Individual study: Use by bats of patches of residual trees in logged areas of the boreal forest

Published source details

Hogberg L.K., Patriquin K.J. & Barclay R.M.R. (2002) Use by bats of patches of residual trees in logged areas of the boreal forest. American Midland Naturalist, 148, 282-288


This study is summarised as evidence for the intervention(s) shown on the right. The icon shows which synopsis it is relevant to.
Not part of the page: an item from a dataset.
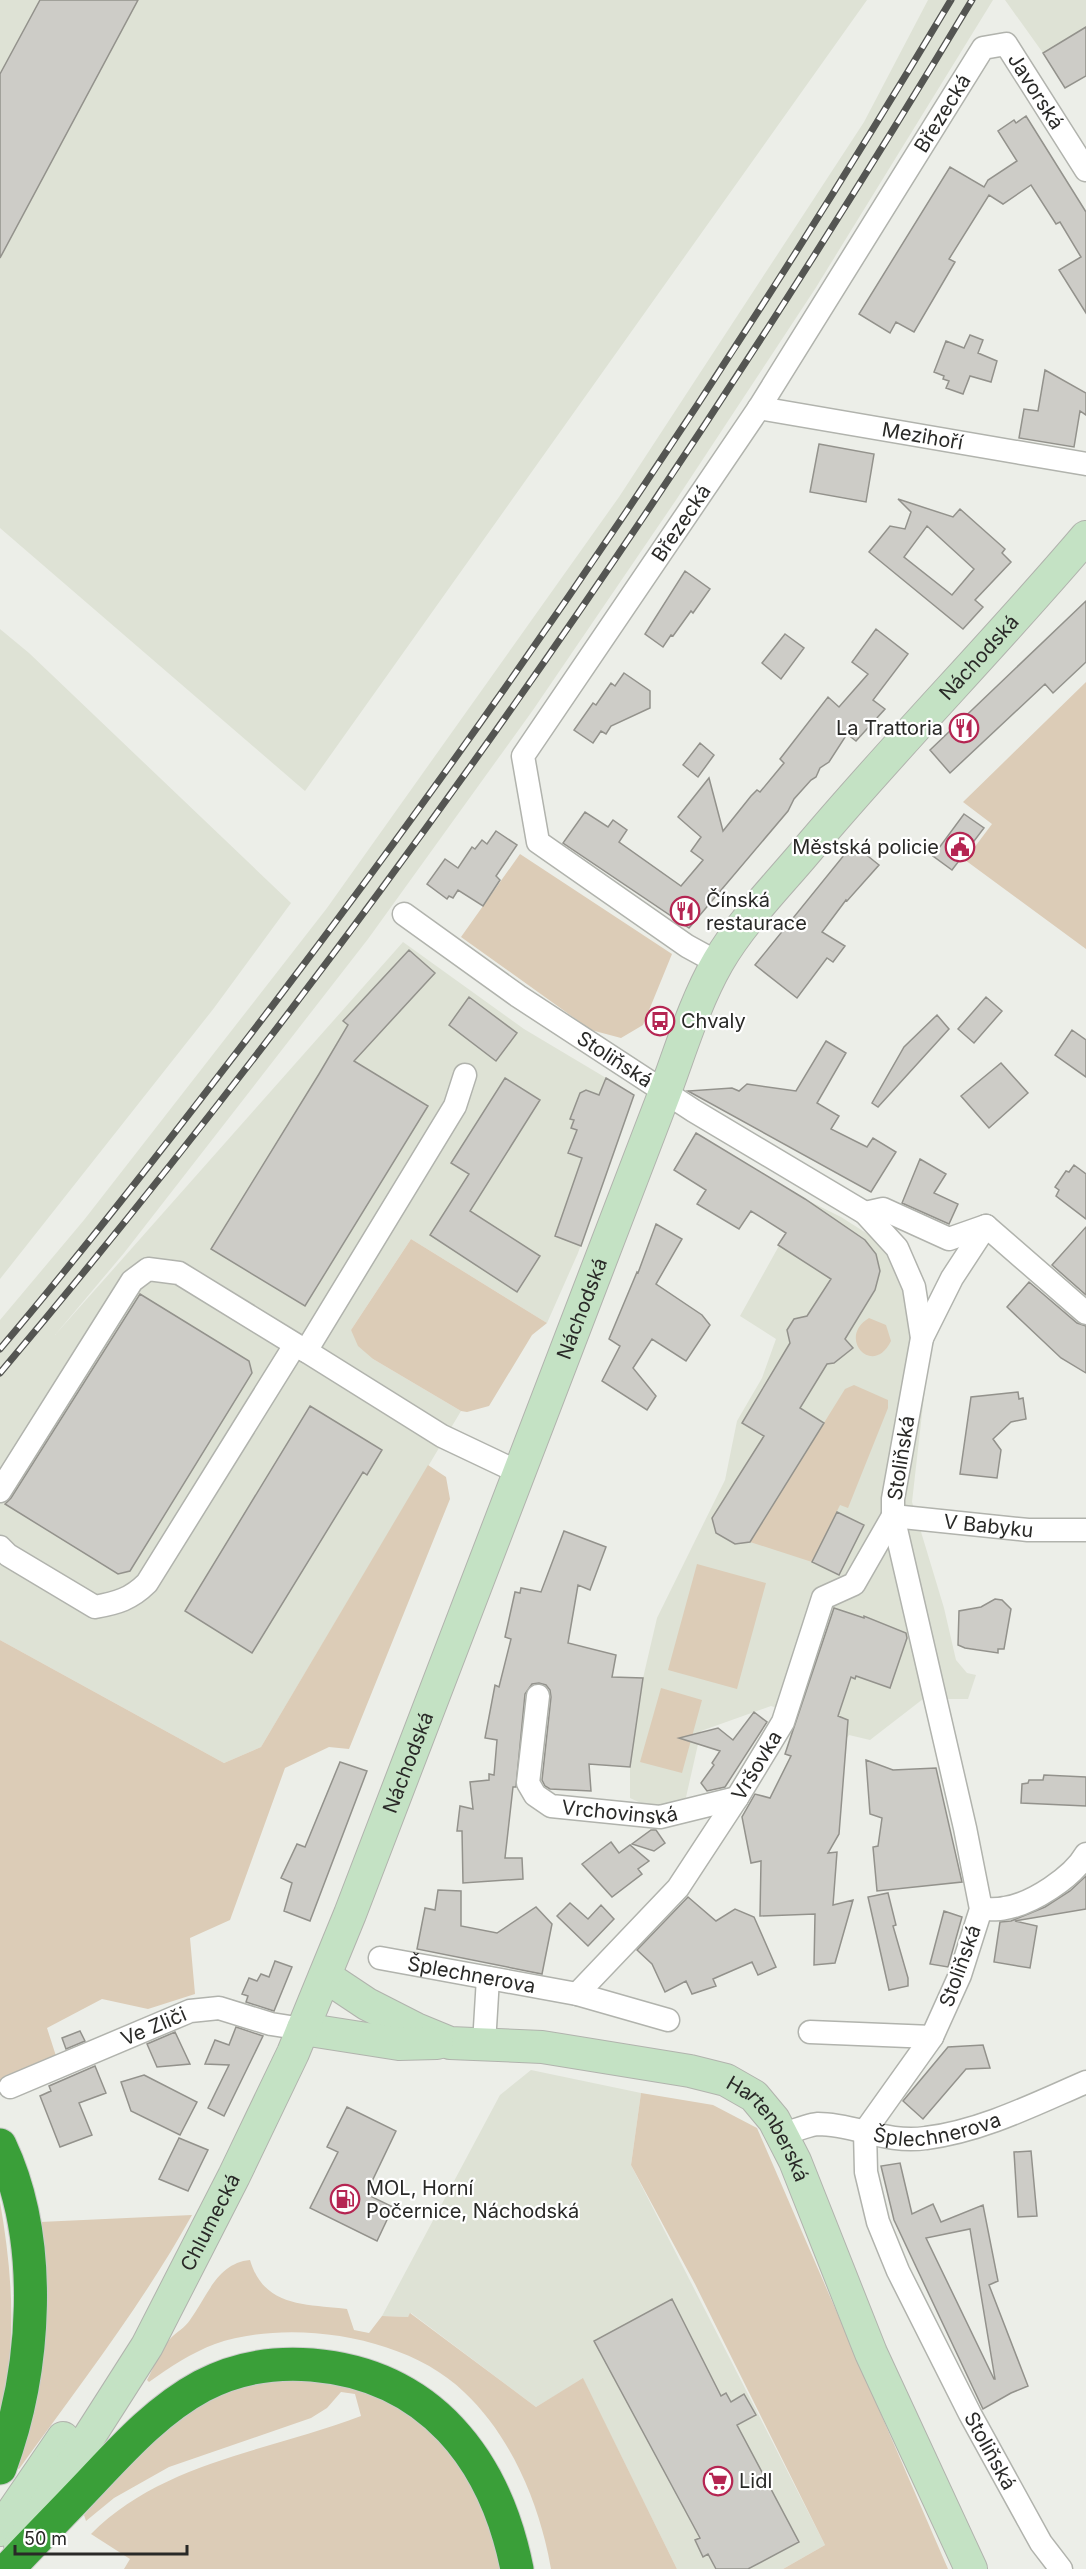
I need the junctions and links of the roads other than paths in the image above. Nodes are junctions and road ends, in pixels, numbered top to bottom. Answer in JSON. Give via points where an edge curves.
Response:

Retain residual tree patches in logged areas Bat Conservation

A replicated, site comparison study in 2000 at nine sites in an experimental forest in Alberta Canada (Hogberg et al. 2002) found that the edges of residual tree patches had higher activity of smaller bat species than the centre of open clearcut blocks, but the activity of larger bat species did not differ. More bat passes of smaller bat species (calls detected at 45 kHz) were recorded along the edges of residual tree patches (average 4 bat passes/hour) and forest edges (5 bat passes/hour) than in the centre of open clearcut blocks (2 bat passes/hour). A similar number of passes of larger bat species (calls detected at 25 kHz) were recorded along residual tree patch edges, forest edges and in the centre of clearcut blocks (data not reported). Residual tree patches were oval (60 x 90 m). At each of nine clearcut blocks (8–10 ha, 1–2 years old), three locations were sampled (forest edge, residual patch edge, centre of clearcut block). Each of three locations within nine clearcut blocks was sampled for 15 minutes 2–3 times in a randomized order during one night in June–July 2000.